Think about what you feel when you hear or receive the communications from others. What goes through your mind if someone is uttering a robotic, “Thanks, have a happy holidays…” over and over, versus someone who seems to have genuine appreciation or caring, and simply smiles and says, “Thank you.” You can sense whether someone is genuinely conveying gratitude, or repeating a rehearsed autonomic script designed by a marketing writer. And did the way you approached the situation, invite the kind of response you received?
When you start to really figure out what it’s like to be in another person’s position, perhaps a fast-food service clerk who meets an endless stream of people who just want to get through an order, and perhaps really would prefer an iPad menu to a human interaction, becoming increasingly numb towards the never-ending line of people waiting for their turn to hear, “Welcome to… may I take your order?” Do you ever start that interaction with gratitude that they’re ready to help? Or do you respond equally automatically, “Yes, I want…” Listen to yourself, and think about if that’s the kind of words you want to receive. Listen to others and discover why they respond that way to you.
Of course, listening without resulting action is equally non-productive and does not lead to actual practice. So, in performing your own personal fitness listening training, you will also develop your skills in conveying compassionate truth. People who ask for opinions and comments are easier to deal with than those refusing to listen, but even then the words chosen must not only be heartfelt and kind, but also be appropriate to the recipient.
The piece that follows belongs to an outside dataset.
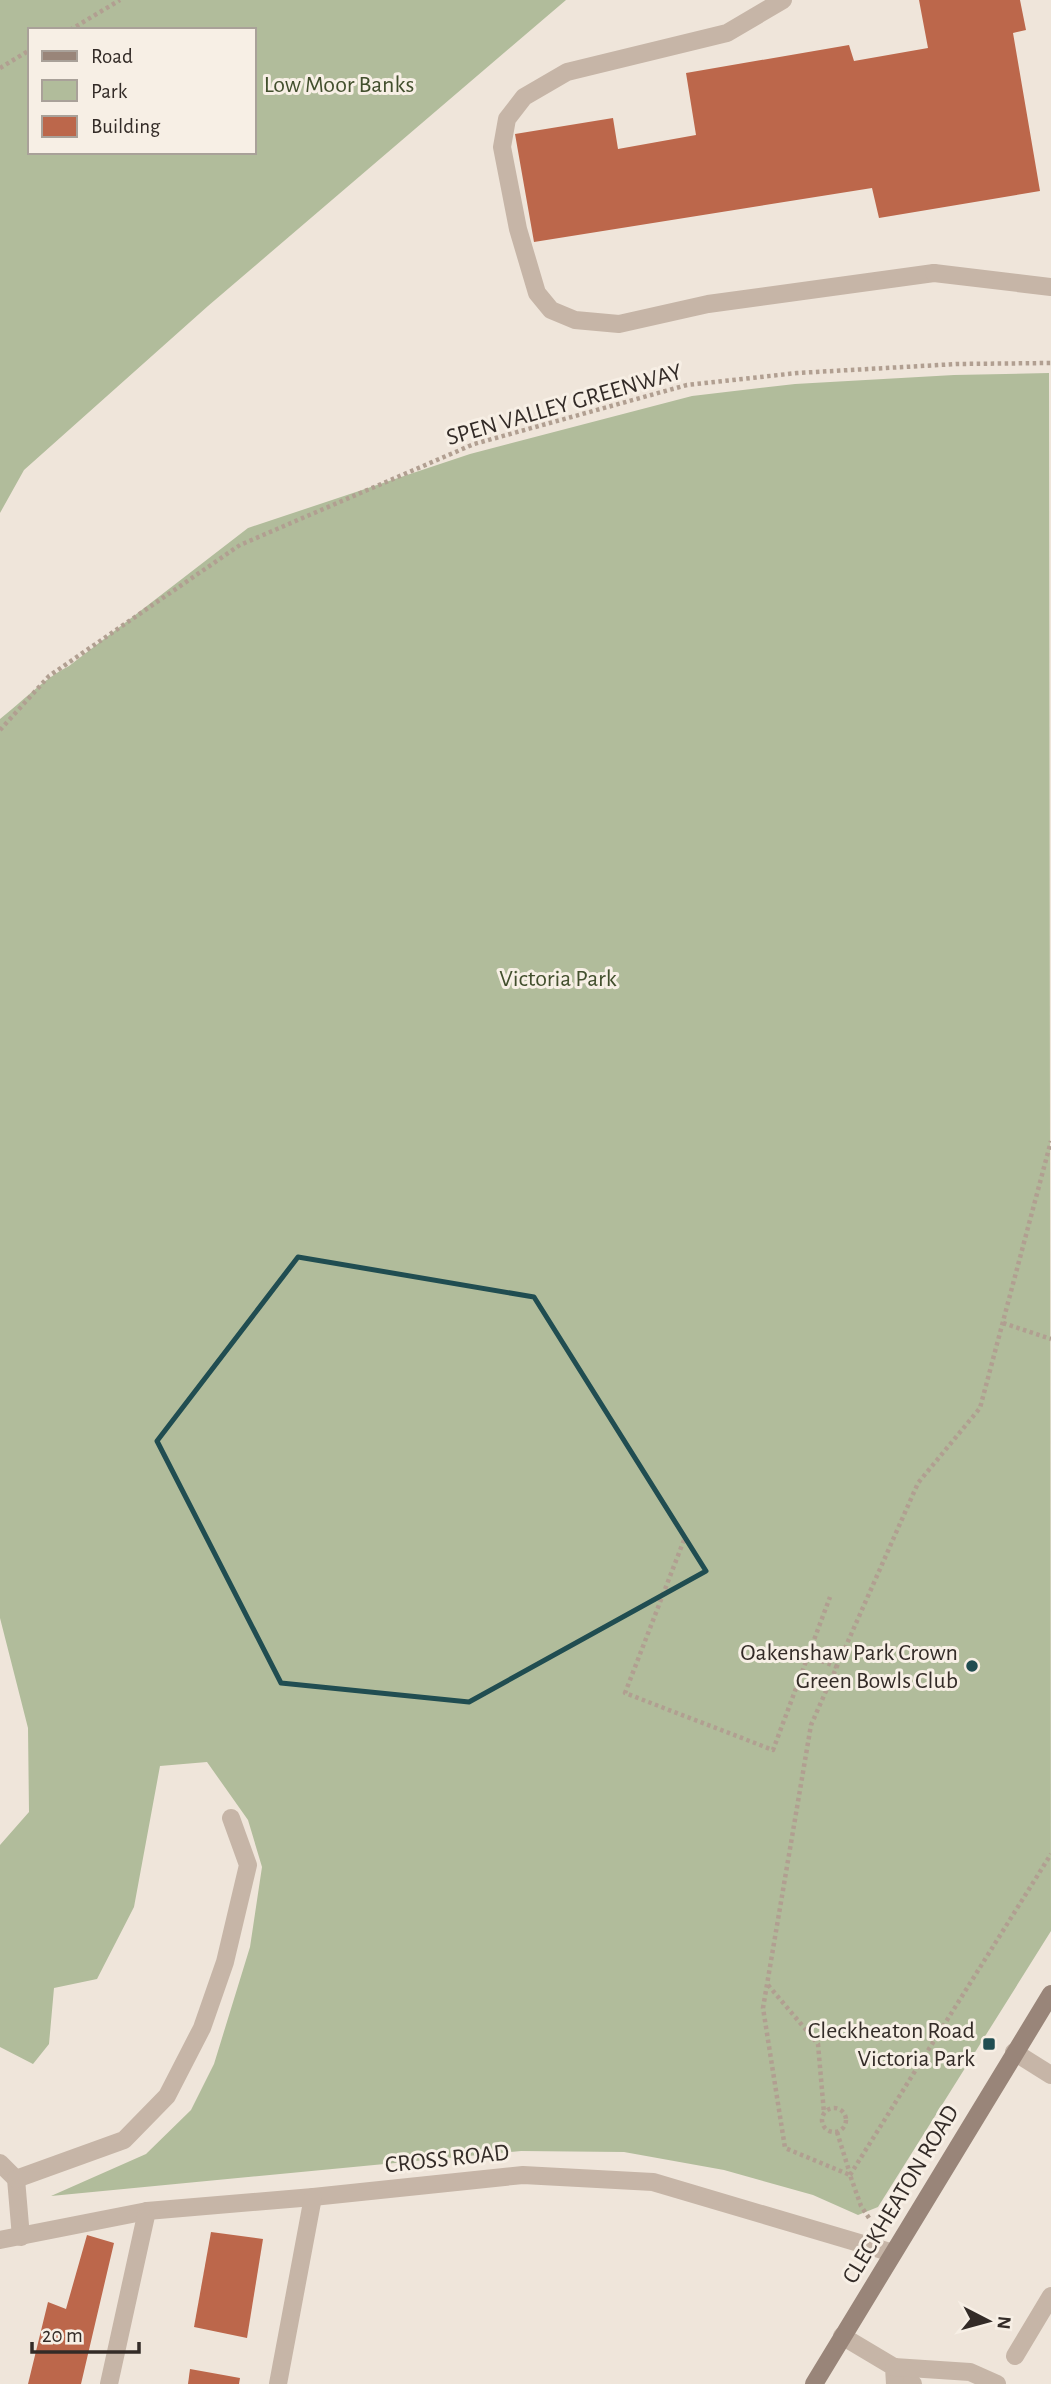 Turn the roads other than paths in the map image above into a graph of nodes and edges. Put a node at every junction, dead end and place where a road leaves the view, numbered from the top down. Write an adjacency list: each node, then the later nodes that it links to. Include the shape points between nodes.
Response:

Realize first that a person who is taking the time and energy to refute what you’re saying, and arguing, has already demonstrated a basic caring of your opinion, otherwise why not just shrug and walk away? How do you know when the wrong words are in-use? Ever witnessed a conversation that goes, “Oh, you’re so stubborn.” And the reply is, “No, I’m not!” — wrong words, with a defensive response. That person doesn’t want to hear that they’re stubborn. There’s a different path to get through what you’re trying to say. But to know that path, you need to be open and understanding what the person wants. For that person, being stubborn is a negative trait, with which they consider being labeled as unacceptable But their passion, commitment, and perseverance are all alternate ways they express their steadfast determination. So it’s those traits that are yours to learn to appreciate..
Achieving the bodhisattva path is not about simply shaving your head like a monk – at that point, you now have a shaved head. That would be akin to holding a paint brush and palette of enamel paints, and saying you’re a painter. The Shinnyo Path is a lay Buddhist practice based upon what you do, not what you try to appear like, or say you’re going to do.
So, what is a bodhisattva life? …doing what is basically right, such as being honest and making efforts to be in harmony with others, all the while thinking what it means to be an example to others. It’s about trying to become someone that others can count on, be it at home as a good family member, or in the community and society at large. This is what it means to accomplish what bodhisattvas do, and walk the path to becoming a buddha oneself (also known as… enlightenment.)